====== EXCERPTED DATA ======

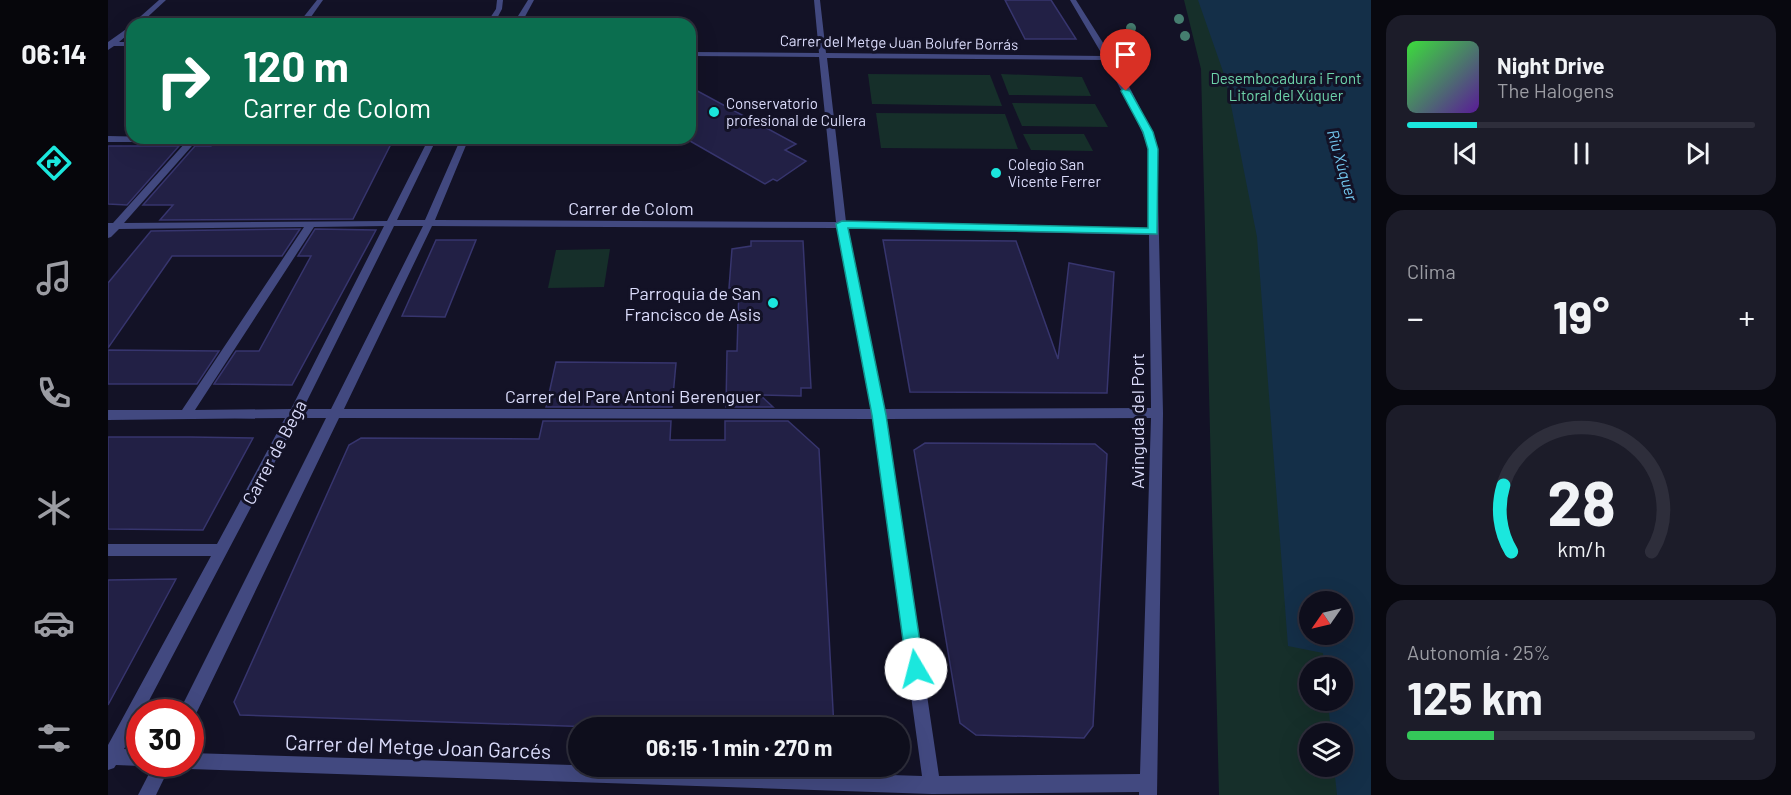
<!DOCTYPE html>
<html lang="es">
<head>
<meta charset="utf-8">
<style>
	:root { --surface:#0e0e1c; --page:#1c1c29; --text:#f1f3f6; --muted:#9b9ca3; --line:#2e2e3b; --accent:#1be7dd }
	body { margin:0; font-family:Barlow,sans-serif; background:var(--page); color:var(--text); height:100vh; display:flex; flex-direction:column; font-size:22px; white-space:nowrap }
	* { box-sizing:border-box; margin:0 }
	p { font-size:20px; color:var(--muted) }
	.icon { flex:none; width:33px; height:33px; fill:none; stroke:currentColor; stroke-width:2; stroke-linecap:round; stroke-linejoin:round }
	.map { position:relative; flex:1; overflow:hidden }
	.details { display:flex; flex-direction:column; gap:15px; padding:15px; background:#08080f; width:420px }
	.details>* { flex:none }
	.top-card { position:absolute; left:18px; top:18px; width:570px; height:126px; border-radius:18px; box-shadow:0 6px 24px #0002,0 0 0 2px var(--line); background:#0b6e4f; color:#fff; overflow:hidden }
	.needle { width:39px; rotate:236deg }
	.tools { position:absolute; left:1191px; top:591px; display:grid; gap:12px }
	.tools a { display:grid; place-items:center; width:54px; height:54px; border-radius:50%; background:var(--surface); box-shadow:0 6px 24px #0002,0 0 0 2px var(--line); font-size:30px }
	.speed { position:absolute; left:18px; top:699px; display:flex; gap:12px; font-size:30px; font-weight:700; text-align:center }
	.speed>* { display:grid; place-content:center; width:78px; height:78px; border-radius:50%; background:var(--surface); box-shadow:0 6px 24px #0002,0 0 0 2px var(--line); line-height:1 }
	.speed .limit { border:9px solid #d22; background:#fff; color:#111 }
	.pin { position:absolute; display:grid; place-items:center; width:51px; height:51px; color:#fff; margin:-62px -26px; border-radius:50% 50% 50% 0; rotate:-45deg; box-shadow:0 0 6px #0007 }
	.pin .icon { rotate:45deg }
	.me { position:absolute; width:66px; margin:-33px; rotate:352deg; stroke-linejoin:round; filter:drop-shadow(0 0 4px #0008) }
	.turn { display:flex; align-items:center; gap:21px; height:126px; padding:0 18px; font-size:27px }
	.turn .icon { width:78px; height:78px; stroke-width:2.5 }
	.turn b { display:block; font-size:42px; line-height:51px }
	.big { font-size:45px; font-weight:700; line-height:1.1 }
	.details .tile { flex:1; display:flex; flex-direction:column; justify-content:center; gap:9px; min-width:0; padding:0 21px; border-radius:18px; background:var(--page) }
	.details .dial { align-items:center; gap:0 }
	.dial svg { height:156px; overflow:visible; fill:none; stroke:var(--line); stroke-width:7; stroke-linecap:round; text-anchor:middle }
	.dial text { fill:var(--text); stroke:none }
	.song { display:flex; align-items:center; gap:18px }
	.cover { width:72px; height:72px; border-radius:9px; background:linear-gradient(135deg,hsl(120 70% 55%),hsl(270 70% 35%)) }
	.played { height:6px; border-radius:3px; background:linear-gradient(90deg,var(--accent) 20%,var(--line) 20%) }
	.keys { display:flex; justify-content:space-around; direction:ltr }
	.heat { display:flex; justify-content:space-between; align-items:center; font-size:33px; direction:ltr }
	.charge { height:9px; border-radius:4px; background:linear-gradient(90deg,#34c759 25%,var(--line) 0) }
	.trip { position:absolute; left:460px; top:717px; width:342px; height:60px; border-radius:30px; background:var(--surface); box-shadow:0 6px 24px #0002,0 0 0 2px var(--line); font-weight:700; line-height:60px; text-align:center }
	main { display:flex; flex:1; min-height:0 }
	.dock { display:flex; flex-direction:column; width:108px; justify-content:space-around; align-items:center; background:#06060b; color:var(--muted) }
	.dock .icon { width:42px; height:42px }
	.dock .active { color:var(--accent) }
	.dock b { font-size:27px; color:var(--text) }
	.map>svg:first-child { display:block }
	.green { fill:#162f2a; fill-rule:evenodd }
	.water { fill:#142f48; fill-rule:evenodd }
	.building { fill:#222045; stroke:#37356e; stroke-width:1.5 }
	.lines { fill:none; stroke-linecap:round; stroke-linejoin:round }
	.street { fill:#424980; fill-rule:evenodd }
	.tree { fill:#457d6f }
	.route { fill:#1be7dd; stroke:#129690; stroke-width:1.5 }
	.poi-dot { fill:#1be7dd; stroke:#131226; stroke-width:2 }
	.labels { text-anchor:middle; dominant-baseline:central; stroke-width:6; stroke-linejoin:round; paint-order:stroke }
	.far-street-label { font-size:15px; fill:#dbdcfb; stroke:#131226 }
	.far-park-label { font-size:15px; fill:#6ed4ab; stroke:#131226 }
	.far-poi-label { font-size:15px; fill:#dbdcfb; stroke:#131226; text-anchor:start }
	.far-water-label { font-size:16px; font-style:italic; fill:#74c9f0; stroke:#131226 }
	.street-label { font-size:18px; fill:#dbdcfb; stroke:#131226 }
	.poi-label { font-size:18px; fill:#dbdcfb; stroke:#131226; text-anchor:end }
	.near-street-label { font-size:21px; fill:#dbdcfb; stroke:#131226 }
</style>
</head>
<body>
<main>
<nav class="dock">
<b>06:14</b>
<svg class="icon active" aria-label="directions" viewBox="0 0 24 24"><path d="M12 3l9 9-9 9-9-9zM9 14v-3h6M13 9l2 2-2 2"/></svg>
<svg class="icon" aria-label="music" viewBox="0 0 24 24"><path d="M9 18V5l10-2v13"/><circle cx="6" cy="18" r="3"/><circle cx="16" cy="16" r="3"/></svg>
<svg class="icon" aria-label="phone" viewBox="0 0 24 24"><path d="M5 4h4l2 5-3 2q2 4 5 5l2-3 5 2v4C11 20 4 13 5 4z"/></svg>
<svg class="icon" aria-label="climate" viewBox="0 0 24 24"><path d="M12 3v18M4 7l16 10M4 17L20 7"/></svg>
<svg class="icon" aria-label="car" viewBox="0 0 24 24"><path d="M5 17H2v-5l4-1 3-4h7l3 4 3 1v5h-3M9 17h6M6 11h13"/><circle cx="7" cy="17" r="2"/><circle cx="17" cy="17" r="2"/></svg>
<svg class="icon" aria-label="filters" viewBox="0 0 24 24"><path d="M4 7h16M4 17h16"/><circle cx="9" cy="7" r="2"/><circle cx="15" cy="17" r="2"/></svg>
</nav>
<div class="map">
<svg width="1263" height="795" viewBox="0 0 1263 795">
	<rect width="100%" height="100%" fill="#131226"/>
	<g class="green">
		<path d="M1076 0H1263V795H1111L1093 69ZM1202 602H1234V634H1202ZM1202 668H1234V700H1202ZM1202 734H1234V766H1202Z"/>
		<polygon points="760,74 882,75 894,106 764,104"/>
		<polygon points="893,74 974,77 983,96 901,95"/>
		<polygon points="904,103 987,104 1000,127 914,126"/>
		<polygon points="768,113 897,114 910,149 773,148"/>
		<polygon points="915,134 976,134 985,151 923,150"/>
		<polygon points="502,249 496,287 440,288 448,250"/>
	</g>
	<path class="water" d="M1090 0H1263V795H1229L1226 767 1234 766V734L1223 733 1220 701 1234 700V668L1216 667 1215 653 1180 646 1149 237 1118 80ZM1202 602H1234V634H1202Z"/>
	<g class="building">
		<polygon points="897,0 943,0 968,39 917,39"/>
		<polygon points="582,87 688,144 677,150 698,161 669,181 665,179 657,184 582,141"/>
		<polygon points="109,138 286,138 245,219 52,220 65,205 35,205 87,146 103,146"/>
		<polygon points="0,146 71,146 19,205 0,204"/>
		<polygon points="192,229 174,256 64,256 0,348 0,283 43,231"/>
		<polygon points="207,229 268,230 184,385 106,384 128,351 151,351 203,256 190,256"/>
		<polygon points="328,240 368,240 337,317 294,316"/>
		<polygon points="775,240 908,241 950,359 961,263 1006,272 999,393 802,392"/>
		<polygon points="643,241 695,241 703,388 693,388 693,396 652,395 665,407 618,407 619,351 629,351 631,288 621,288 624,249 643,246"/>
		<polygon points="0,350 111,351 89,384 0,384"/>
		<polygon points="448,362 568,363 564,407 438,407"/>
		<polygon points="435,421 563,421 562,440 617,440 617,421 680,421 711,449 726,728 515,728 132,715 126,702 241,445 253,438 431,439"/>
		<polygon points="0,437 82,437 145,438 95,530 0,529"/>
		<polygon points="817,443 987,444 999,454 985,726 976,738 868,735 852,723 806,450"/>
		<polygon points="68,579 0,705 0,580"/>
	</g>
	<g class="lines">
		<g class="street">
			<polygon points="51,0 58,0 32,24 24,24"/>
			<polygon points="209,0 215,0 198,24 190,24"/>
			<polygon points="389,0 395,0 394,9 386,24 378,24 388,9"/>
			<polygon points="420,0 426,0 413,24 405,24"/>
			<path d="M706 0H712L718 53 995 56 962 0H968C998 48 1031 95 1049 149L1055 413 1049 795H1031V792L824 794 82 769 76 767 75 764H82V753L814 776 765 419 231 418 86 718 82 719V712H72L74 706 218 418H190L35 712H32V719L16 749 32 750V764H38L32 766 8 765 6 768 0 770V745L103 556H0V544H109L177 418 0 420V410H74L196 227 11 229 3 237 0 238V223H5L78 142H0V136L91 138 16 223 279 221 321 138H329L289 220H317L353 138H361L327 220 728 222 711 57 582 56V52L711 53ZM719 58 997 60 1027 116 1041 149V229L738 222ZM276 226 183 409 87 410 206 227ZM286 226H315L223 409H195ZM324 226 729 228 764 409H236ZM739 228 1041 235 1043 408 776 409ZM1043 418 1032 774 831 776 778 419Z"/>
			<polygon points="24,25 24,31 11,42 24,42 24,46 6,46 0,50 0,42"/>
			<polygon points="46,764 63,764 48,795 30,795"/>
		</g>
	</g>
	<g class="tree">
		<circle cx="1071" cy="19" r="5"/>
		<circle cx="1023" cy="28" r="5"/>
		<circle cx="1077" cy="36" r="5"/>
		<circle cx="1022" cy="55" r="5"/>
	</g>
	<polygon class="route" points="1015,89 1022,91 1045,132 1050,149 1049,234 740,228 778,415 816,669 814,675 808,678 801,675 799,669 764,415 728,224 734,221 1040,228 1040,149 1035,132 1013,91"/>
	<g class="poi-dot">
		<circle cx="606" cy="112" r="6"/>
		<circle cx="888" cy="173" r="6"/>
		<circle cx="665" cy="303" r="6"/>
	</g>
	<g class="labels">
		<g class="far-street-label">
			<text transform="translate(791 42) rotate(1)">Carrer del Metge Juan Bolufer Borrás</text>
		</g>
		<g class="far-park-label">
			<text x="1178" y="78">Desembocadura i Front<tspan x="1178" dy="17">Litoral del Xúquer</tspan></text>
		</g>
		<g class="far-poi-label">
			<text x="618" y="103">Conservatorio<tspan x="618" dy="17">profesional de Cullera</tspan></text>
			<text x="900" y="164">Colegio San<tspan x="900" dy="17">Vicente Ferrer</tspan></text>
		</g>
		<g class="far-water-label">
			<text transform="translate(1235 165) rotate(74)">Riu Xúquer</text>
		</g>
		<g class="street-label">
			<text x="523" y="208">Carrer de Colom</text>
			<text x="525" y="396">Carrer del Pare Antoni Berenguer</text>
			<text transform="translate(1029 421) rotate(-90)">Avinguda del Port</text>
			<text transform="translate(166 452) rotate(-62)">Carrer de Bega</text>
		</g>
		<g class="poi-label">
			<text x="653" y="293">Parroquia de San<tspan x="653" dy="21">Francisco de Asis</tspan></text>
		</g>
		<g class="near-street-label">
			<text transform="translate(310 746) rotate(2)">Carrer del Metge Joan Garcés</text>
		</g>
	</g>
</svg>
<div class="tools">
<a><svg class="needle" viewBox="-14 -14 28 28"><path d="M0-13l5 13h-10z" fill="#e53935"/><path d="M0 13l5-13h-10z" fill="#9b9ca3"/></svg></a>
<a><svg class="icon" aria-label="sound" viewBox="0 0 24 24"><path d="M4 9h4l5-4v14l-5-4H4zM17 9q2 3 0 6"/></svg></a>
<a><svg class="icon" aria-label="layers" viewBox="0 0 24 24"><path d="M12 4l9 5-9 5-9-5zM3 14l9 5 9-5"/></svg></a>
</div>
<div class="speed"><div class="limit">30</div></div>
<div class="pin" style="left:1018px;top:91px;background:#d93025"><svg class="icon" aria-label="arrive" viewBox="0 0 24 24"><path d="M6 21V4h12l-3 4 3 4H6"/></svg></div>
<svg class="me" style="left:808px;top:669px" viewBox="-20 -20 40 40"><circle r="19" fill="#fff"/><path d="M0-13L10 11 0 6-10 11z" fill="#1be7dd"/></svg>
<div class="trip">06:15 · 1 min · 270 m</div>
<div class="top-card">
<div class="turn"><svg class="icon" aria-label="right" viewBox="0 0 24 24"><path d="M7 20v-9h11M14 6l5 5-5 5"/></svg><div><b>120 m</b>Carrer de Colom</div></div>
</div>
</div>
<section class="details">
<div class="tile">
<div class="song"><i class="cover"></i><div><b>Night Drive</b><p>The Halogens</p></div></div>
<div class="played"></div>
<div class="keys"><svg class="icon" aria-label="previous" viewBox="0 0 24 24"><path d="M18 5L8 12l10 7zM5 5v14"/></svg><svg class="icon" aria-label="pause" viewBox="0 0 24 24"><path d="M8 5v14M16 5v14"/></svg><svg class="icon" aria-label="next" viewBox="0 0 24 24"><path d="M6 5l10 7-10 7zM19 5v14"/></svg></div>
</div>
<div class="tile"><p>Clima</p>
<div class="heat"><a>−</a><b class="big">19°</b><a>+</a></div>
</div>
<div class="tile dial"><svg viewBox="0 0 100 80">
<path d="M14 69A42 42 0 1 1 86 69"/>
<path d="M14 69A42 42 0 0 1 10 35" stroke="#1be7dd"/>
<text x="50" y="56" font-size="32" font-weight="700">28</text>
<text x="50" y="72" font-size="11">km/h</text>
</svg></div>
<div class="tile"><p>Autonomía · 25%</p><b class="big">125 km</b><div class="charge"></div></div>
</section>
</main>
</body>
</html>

======

### TASK STATEMENT
Where the word "speed" shows up in a line of the entries above, copy that line.

### COMPLETED TASK
	.speed { position:absolute; left:18px; top:699px; display:flex; gap:12px; font-size:30px; font-weight:700; text-align:center }
	.speed>* { display:grid; place-content:center; width:78px; height:78px; border-radius:50%; background:var(--surface); box-shadow:0 6px 24px #0002,0 0 0 2px var(--line); line-height:1 }
	.speed .limit { border:9px solid #d22; background:#fff; color:#111 }
<div class="speed"><div class="limit">30</div></div>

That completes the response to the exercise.